[WHAT THE EXERCISE ASKS]
Look at each line below and count those with the word "down"; the answer is that number only.

(Data extracted from a collection)
+ + +
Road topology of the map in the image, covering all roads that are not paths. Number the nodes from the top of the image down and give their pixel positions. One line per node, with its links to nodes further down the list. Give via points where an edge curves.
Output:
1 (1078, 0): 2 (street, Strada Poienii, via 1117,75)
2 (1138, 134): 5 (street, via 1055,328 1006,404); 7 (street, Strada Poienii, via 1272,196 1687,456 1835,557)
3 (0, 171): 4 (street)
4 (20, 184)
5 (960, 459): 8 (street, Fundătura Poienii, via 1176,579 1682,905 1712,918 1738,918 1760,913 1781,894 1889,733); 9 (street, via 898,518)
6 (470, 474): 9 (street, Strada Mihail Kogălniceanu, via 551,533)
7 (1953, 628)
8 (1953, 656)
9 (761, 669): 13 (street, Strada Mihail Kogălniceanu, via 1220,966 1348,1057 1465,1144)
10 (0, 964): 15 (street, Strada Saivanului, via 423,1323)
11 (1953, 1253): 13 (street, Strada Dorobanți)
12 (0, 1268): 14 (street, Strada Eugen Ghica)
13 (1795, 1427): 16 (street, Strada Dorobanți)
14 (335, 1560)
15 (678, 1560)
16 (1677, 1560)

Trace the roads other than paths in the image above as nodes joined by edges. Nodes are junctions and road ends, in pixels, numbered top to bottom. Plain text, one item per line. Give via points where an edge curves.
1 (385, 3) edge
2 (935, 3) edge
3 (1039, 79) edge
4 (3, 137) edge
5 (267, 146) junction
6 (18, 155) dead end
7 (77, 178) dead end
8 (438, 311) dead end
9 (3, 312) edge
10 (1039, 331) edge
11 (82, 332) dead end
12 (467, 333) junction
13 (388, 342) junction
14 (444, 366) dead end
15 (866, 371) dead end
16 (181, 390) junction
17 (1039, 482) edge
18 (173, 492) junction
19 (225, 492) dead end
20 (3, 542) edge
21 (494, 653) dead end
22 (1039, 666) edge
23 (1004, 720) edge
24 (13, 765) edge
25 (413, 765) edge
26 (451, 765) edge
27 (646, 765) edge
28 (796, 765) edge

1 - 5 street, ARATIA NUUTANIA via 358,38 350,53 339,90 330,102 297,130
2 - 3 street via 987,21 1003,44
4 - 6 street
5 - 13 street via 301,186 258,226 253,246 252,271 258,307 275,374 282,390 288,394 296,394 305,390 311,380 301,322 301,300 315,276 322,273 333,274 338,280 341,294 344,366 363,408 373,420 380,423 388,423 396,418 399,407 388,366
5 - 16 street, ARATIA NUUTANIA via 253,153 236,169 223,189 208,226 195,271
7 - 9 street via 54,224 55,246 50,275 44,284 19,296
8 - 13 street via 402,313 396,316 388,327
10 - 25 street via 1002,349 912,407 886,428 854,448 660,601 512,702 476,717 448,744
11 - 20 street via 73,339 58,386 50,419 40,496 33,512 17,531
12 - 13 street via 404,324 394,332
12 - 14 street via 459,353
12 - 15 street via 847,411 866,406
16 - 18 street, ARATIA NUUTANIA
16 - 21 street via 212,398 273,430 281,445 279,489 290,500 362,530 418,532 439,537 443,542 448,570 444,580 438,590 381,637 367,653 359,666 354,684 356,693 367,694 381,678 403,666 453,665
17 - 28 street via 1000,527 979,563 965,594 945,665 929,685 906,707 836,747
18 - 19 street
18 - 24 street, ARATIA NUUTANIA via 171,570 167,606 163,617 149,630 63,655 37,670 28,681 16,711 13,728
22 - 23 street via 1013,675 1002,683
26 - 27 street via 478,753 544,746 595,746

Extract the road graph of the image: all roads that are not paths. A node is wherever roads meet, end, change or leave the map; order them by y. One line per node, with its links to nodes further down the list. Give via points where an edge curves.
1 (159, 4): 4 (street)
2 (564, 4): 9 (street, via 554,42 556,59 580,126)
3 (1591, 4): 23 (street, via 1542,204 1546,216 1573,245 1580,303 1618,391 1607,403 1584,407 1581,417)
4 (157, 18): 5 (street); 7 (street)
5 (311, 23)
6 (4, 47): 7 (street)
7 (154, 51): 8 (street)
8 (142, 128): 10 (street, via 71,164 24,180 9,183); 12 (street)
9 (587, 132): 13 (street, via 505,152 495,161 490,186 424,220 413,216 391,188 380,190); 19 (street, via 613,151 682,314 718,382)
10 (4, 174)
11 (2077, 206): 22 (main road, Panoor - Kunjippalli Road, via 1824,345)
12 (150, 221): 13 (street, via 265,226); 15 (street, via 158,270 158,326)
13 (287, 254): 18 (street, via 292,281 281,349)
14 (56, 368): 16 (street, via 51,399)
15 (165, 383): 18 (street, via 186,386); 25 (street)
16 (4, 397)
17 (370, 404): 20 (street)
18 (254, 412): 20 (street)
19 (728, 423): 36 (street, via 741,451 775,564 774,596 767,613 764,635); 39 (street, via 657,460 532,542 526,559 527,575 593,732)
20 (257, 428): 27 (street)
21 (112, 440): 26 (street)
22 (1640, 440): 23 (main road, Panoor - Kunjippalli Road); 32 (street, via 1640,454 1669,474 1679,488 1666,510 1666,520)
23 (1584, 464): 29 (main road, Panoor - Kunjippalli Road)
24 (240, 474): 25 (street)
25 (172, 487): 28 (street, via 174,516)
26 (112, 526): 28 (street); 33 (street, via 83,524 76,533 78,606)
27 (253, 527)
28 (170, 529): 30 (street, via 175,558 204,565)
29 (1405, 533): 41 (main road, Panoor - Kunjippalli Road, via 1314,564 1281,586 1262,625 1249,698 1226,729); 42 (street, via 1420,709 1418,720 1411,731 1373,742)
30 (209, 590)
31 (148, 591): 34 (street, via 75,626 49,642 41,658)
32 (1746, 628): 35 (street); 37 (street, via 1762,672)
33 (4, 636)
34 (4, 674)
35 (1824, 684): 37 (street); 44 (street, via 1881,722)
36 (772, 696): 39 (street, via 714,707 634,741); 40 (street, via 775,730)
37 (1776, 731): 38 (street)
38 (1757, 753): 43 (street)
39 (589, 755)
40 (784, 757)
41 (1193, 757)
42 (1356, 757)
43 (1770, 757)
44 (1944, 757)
+ + +
[FINISHED TASK]
2